## Work item
Wherever the string "Nino" appears in a line of the listing below, report that line.

## Listed entries
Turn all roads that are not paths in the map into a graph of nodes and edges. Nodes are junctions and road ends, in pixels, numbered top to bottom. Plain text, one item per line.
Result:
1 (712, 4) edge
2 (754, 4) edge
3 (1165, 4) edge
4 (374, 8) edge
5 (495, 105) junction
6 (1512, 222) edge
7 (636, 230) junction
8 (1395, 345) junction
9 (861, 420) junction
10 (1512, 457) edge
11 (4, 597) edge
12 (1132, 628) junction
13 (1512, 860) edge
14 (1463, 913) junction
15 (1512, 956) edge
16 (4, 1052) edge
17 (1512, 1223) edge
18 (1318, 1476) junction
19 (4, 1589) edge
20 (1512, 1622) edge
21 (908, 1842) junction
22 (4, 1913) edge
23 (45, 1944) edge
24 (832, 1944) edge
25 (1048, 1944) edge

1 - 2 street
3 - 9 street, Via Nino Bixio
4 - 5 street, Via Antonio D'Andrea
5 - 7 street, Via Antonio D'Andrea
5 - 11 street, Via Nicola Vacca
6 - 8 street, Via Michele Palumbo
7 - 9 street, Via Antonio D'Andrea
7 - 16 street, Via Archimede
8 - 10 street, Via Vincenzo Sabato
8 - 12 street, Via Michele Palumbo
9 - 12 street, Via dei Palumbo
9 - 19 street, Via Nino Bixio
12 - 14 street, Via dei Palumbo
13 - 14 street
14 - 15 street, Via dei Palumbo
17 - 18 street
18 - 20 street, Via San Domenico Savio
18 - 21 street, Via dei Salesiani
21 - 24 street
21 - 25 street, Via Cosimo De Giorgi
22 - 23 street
==
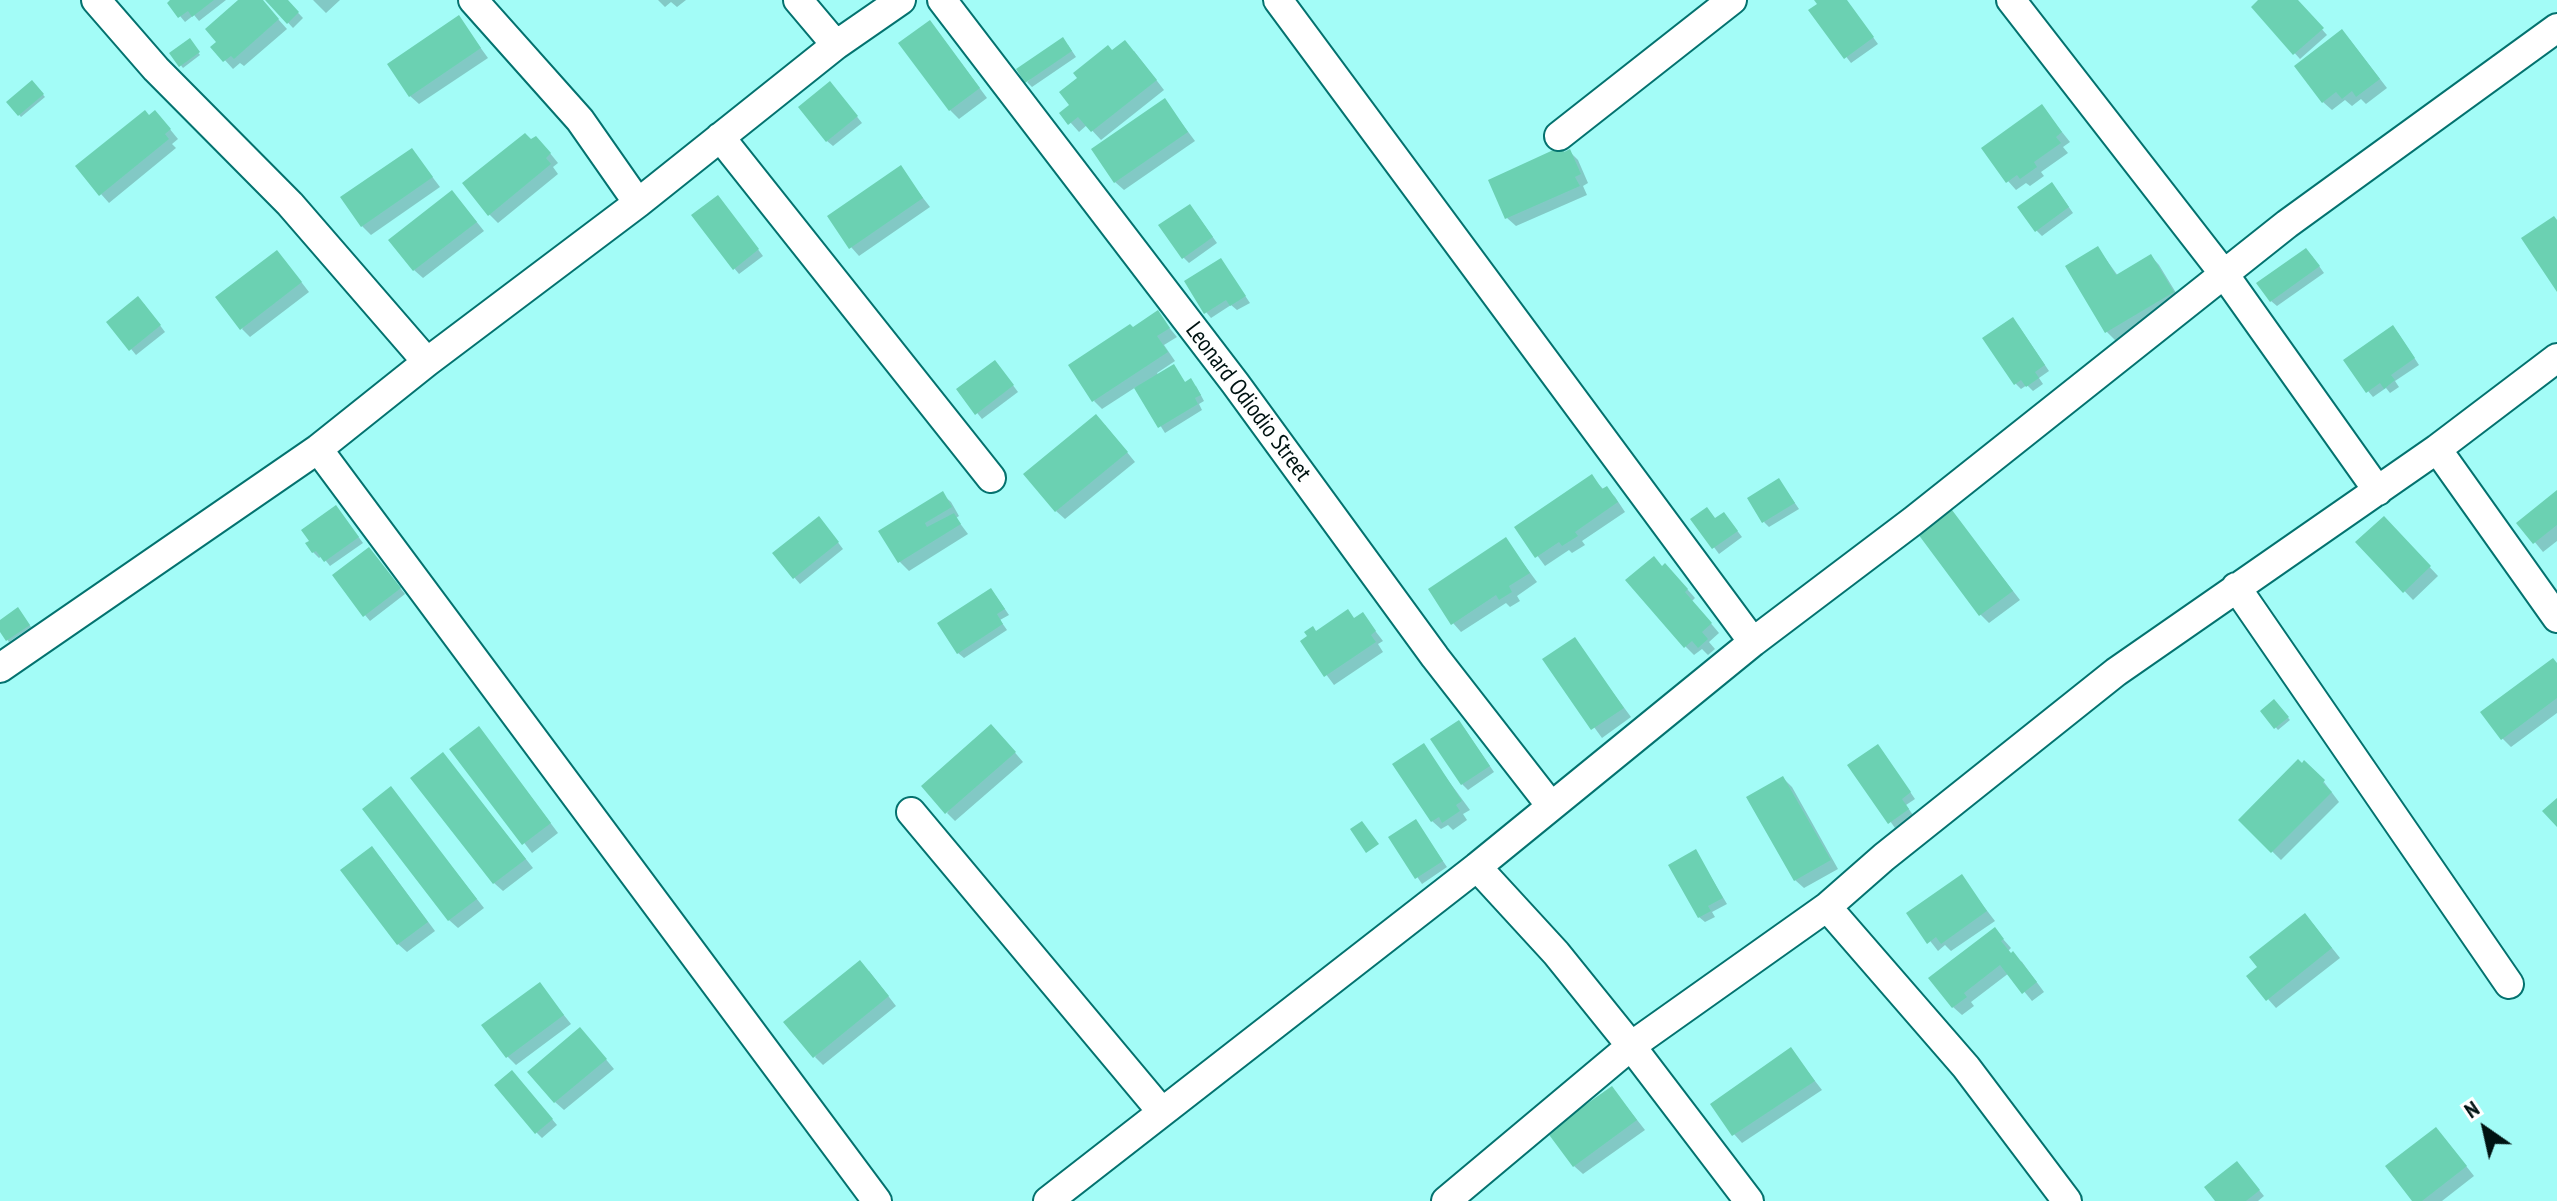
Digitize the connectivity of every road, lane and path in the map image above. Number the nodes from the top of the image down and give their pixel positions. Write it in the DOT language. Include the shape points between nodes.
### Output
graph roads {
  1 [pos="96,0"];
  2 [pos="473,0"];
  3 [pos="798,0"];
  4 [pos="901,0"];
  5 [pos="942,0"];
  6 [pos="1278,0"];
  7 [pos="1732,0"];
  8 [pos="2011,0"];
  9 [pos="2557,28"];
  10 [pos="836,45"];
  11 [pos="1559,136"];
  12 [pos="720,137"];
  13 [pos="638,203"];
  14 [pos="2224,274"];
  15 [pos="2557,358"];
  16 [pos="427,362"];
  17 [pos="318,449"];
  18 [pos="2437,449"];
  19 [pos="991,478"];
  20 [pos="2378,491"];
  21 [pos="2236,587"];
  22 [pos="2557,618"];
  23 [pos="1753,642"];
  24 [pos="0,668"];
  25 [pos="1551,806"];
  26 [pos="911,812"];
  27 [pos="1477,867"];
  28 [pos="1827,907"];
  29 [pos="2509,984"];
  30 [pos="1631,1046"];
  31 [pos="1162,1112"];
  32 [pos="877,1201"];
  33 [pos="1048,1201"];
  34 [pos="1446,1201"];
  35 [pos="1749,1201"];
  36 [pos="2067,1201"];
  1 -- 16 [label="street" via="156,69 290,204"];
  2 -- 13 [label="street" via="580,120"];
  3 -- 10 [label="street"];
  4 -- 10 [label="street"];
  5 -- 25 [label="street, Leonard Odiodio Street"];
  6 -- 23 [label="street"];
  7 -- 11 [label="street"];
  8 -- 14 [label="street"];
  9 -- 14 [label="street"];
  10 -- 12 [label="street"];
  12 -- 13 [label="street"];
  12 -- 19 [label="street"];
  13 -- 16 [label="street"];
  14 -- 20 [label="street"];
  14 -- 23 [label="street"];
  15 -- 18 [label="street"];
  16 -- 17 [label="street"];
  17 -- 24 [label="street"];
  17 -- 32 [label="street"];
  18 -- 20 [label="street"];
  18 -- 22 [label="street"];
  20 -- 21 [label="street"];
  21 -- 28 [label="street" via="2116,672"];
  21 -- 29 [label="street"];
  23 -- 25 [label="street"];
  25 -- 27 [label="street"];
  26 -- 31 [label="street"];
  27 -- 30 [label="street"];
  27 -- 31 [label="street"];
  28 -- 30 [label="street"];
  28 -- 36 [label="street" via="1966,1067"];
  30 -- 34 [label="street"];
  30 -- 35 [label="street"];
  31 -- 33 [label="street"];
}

## Output for this task
3 - 9 street, Via Nino Bixio
9 - 19 street, Via Nino Bixio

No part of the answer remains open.